What the task requires:
Please report every line of the listing below that has the word "JSON" in it.
------------------------------
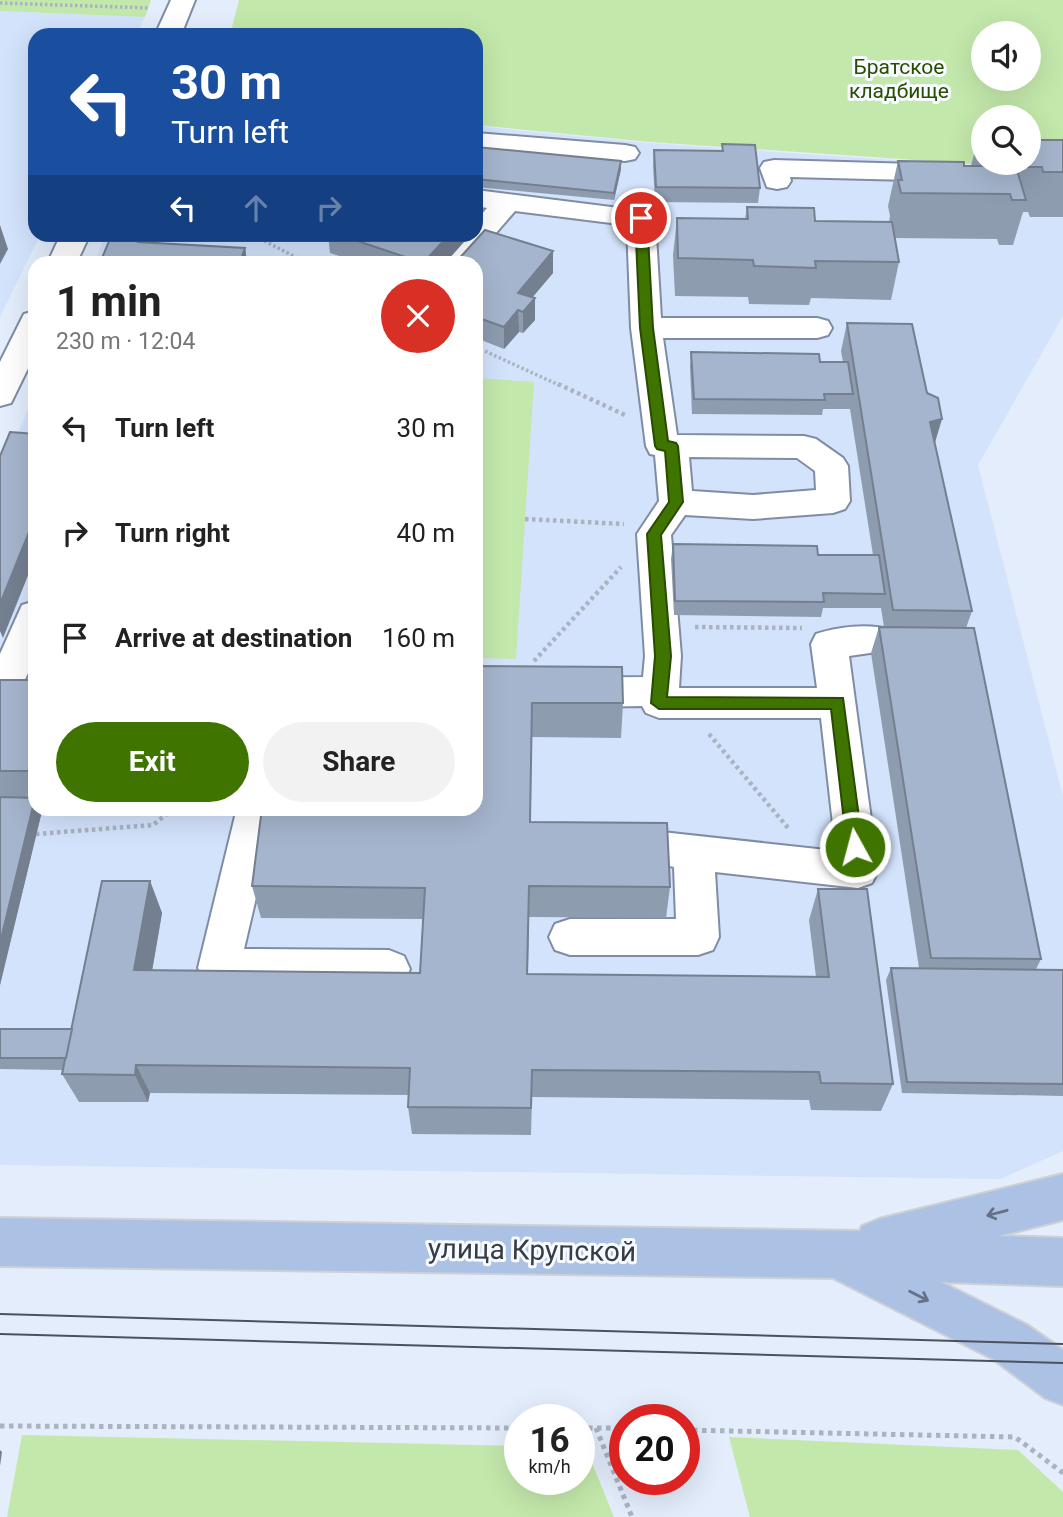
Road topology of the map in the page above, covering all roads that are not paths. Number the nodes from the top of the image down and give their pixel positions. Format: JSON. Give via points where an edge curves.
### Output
{"nodes":[{"id":1,"x":183,"y":0,"type":"edge"},
{"id":2,"x":171,"y":28,"type":"edge"},
{"id":3,"x":483,"y":142,"type":"edge"},
{"id":4,"x":625,"y":153,"type":"dead end"},
{"id":5,"x":971,"y":174,"type":"edge"},
{"id":6,"x":777,"y":181,"type":"dead end"},
{"id":7,"x":483,"y":199,"type":"edge"},
{"id":8,"x":508,"y":202,"type":"junction"},
{"id":9,"x":483,"y":230,"type":"edge"},
{"id":10,"x":473,"y":242,"type":"edge"},
{"id":11,"x":460,"y":256,"type":"edge"},
{"id":12,"x":646,"y":328,"type":"junction"},
{"id":13,"x":817,"y":328,"type":"dead end"},
{"id":14,"x":28,"y":336,"type":"edge"},
{"id":15,"x":0,"y":395,"type":"edge"},
{"id":16,"x":666,"y":439,"type":"junction"},
{"id":17,"x":668,"y":514,"type":"junction"},
{"id":18,"x":28,"y":636,"type":"edge"},
{"id":19,"x":878,"y":640,"type":"edge"},
{"id":20,"x":14,"y":679,"type":"edge"},
{"id":21,"x":489,"y":694,"type":"edge"},
{"id":22,"x":671,"y":697,"type":"junction"},
{"id":23,"x":838,"y":703,"type":"junction"},
{"id":24,"x":255,"y":816,"type":"edge"},
{"id":25,"x":653,"y":848,"type":"edge"},
{"id":26,"x":694,"y":853,"type":"junction"},
{"id":27,"x":570,"y":937,"type":"dead end"},
{"id":28,"x":389,"y":969,"type":"dead end"},
{"id":29,"x":1063,"y":1197,"type":"edge"},
{"id":30,"x":0,"y":1242,"type":"edge"},
{"id":31,"x":837,"y":1254,"type":"junction"},
{"id":32,"x":1063,"y":1262,"type":"edge"},
{"id":33,"x":1063,"y":1380,"type":"edge"}],
"edges":[{"from":1,"to":2,"type":"street"},
{"from":3,"to":4,"type":"street"},
{"from":5,"to":6,"type":"street","via":[[774,168]]},
{"from":7,"to":8,"type":"street"},
{"from":8,"to":9,"type":"street"},
{"from":8,"to":12,"type":"street","via":[[641,218]]},
{"from":10,"to":11,"type":"street"},
{"from":12,"to":13,"type":"street"},
{"from":12,"to":16,"type":"street"},
{"from":14,"to":15,"type":"street"},
{"from":16,"to":17,"type":"street"},
{"from":16,"to":17,"type":"street","via":[[804,447],[831,466],[833,501]]},
{"from":17,"to":22,"type":"street","via":[[654,534],[663,656]]},
{"from":18,"to":20,"type":"street"},
{"from":19,"to":23,"type":"street","via":[[829,644]]},
{"from":21,"to":22,"type":"street"},
{"from":22,"to":23,"type":"street"},
{"from":23,"to":26,"type":"street","via":[[858,871]]},
{"from":24,"to":28,"type":"street","via":[[219,968]]},
{"from":25,"to":26,"type":"street"},
{"from":26,"to":27,"type":"street","via":[[698,937]]},
{"from":29,"to":31,"type":"main road","one_way":true},
{"from":30,"to":31,"type":"main road","name":"улица Крупской"},
{"from":31,"to":32,"type":"main road","name":"улица Крупской"},
{"from":31,"to":33,"type":"main road","one_way":true,"via":[[1010,1342]]}]}
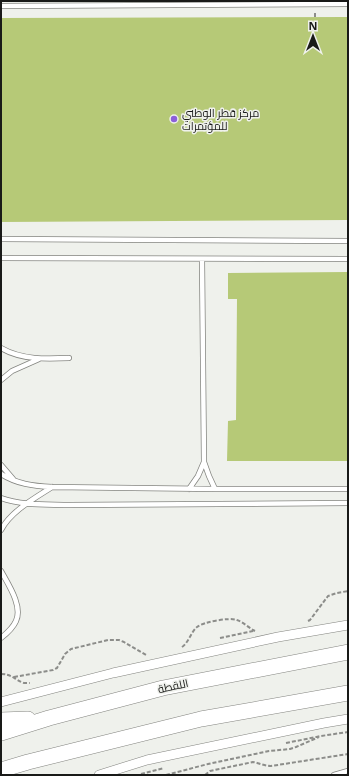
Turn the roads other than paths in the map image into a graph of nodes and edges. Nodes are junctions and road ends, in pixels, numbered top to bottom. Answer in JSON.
{"nodes":[{"id":1,"x":348,"y":4,"type":"edge"},
{"id":2,"x":1,"y":6,"type":"edge"},
{"id":3,"x":1,"y":239,"type":"edge"},
{"id":4,"x":348,"y":241,"type":"edge"},
{"id":5,"x":1,"y":258,"type":"edge"},
{"id":6,"x":202,"y":259,"type":"junction"},
{"id":7,"x":348,"y":259,"type":"edge"},
{"id":8,"x":1,"y":348,"type":"edge"},
{"id":9,"x":69,"y":358,"type":"dead end"},
{"id":10,"x":40,"y":359,"type":"junction"},
{"id":11,"x":1,"y":380,"type":"edge"},
{"id":12,"x":204,"y":462,"type":"junction"},
{"id":13,"x":1,"y":465,"type":"edge"},
{"id":14,"x":1,"y":474,"type":"edge"},
{"id":15,"x":15,"y":482,"type":"junction"},
{"id":16,"x":52,"y":487,"type":"junction"},
{"id":17,"x":189,"y":489,"type":"junction"},
{"id":18,"x":215,"y":489,"type":"junction"},
{"id":19,"x":348,"y":489,"type":"edge"},
{"id":20,"x":1,"y":498,"type":"edge"},
{"id":21,"x":348,"y":503,"type":"edge"},
{"id":22,"x":27,"y":504,"type":"junction"},
{"id":23,"x":1,"y":530,"type":"edge"},
{"id":24,"x":1,"y":570,"type":"edge"},
{"id":25,"x":348,"y":625,"type":"edge"},
{"id":26,"x":1,"y":638,"type":"edge"},
{"id":27,"x":348,"y":652,"type":"edge"},
{"id":28,"x":348,"y":694,"type":"edge"},
{"id":29,"x":1,"y":702,"type":"edge"},
{"id":30,"x":49,"y":718,"type":"junction"},
{"id":31,"x":348,"y":719,"type":"edge"},
{"id":32,"x":1,"y":720,"type":"edge"},
{"id":33,"x":1,"y":733,"type":"edge"},
{"id":34,"x":1,"y":770,"type":"edge"},
{"id":35,"x":348,"y":771,"type":"edge"},
{"id":36,"x":99,"y":775,"type":"edge"},
{"id":37,"x":334,"y":775,"type":"edge"}],
"edges":[{"from":1,"to":2,"type":"lane"},
{"from":3,"to":4,"type":"lane"},
{"from":5,"to":6,"type":"lane"},
{"from":6,"to":7,"type":"lane"},
{"from":6,"to":12,"type":"lane"},
{"from":8,"to":10,"type":"lane"},
{"from":9,"to":10,"type":"lane"},
{"from":10,"to":11,"type":"lane"},
{"from":12,"to":17,"type":"lane"},
{"from":12,"to":18,"type":"lane"},
{"from":13,"to":15,"type":"lane"},
{"from":14,"to":15,"type":"lane"},
{"from":15,"to":16,"type":"lane"},
{"from":16,"to":17,"type":"lane"},
{"from":16,"to":22,"type":"lane"},
{"from":17,"to":18,"type":"lane"},
{"from":18,"to":19,"type":"lane"},
{"from":20,"to":22,"type":"lane"},
{"from":21,"to":22,"type":"lane"},
{"from":22,"to":23,"type":"lane"},
{"from":24,"to":26,"type":"lane"},
{"from":25,"to":29,"type":"street"},
{"from":27,"to":30,"type":"main road","name":"اللقطة"},
{"from":28,"to":34,"type":"main road"},
{"from":30,"to":32,"type":"main road"},
{"from":30,"to":33,"type":"main road","name":"اللقطة"},
{"from":31,"to":36,"type":"street"},
{"from":35,"to":37,"type":"lane"}]}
------------------------------
Solution to this task:
Road topology of the map in the page above, covering all roads that are not paths. Number the nodes from the top of the image down and give their pixel positions. Format: JSON. Give via points where an edge curves.
Turn the roads other than paths in the map image into a graph of nodes and edges. Nodes are junctions and road ends, in pixels, numbered top to bottom. Answer in JSON.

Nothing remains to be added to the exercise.